Arthur Byng

Personal information
- Full name: Arthur Maitland Byng
- Born: 26 October 1872 Southsea, Hampshire, England
- Died: 14 September 1914 (aged 41) Vailly, Aube, France
- Batting: Right-handed
- Bowling: Unknown
- Relations: John Byng (brother) Frederick Stephens (uncle) William Fuller-Maitland (grandfather) Berkeley Stephens (cousin)

Domestic team information
- 1896/97: Jamaica
- 1905: Hampshire

Career statistics
| Competition | First-class |
| Matches | 8 |
| Runs scored | 252 |
| Batting average | 16.80 |
| 100s/50s | –/1 |
| Top score | 70 |
| Balls bowled | 286 |
| Wickets | 7 |
| Bowling average | 24.00 |
| 5 wickets in innings | – |
| 10 wickets in match | – |
| Best bowling | 3/53 |
| Catches/stumpings | 8/– |
- Source: Cricinfo, 10 December 2009

= Arthur Byng =

English cricketer and army officer

Arthur Maitland Byng (26 October 1872 – 14 September 1914) was an English first-class cricketer and British Army officer.

The son of the soldier A. H. Byng, he was born at Southsea in October 1872. He was educated at The Grange School on the Isle of Wight. Byng graduated from the Royal Military College as a second lieutenant into the West India Regiment in September 1895, with promotion to lieutenant following in October 1897. Whilst stationed in British Jamaica, Byng made his debut in first-class cricket for Jamaica against British Guiana at Georgetown in September 1896. He made two further first-class appearances for Jamaica in September, making a second appearance against British Guiana, before following this up with an appearance against Barbados. In March 1897, he made his final two first-class appearances for Jamaica against a touring Arthur Priestley's personal eleven. Byng was promoted to captain in July 1900. He continued to serve with the West Indian Regiment until March 1901, when he transferred to the 4th Battalion Royal Fusiliers. Byng served with the 4th Battalion during the Second Boer War, seeing action in the Transvaal, Orange Free State, and Cape Colony.

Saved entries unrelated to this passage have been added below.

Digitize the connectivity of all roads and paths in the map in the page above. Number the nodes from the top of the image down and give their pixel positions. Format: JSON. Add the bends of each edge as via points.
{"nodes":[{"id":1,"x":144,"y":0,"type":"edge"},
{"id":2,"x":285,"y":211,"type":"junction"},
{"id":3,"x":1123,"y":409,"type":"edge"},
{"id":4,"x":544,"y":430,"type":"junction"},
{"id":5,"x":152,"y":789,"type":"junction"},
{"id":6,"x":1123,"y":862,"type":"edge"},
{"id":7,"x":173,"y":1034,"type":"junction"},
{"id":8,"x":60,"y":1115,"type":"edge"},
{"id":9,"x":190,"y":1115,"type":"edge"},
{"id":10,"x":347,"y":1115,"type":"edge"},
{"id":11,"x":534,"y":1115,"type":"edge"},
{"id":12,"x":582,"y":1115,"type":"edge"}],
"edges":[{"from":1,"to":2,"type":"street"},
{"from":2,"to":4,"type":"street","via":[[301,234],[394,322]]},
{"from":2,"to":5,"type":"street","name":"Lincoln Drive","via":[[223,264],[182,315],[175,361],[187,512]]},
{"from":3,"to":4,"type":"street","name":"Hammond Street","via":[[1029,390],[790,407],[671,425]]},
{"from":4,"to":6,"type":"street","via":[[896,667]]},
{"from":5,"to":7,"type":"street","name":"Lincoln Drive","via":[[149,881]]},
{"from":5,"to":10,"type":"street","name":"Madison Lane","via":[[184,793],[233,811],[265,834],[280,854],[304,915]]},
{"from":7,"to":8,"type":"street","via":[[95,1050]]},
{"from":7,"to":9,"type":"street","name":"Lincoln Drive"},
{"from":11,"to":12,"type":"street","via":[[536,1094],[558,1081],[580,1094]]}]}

Following the end of the war in May 1902, he left Cape Town on the in early September, and returned to the United Kingdom. For his service, he received the King's medal (with four clasps). On his return he was back as a regular officer in his regiment. Byng was soon after seconded to the Egyptian Army, an assignment which lasted until 1905. Returning to England later in 1905, he played three first-class cricket matches for Hampshire that year against Kent, Warwickshire, and Northamptonshire. In eight first-class matches, Byng scored 252 runs at an average of 16.80; he made one half century, a score of 70 in his second match against British Guiana. Outside the first-class game, Byng was a prolific batsman in services and club cricket. In 1905, he scored 204 runs in a partnership of 335 for the first wicket alongside David Steele for the Hampshire Hogs against the Royal Navy. He also scored heavily for the Royal Fusiliers. In December 1908, he became an adjutant in the Special Reserve until 1912.

Byng served in the First World War, departing for the Western Front in August 1914. He saw action during the First Battle of the Aisne in September 1914, during the course of which he was killed in action on the 14th, while conducting reconnaissance on German positions using his field glasses; Byng was shot in the throat and killed instantly. He has no known grave, but is commemorated on the La Ferté-sous-Jouarre memorial. A number of relatives were also first-class cricket, including: his brother John, uncle Frederick Stephens, cousin Berkeley Stephens, and grandfather William Fuller-Maitland. He was also related to the Viscount Torrington.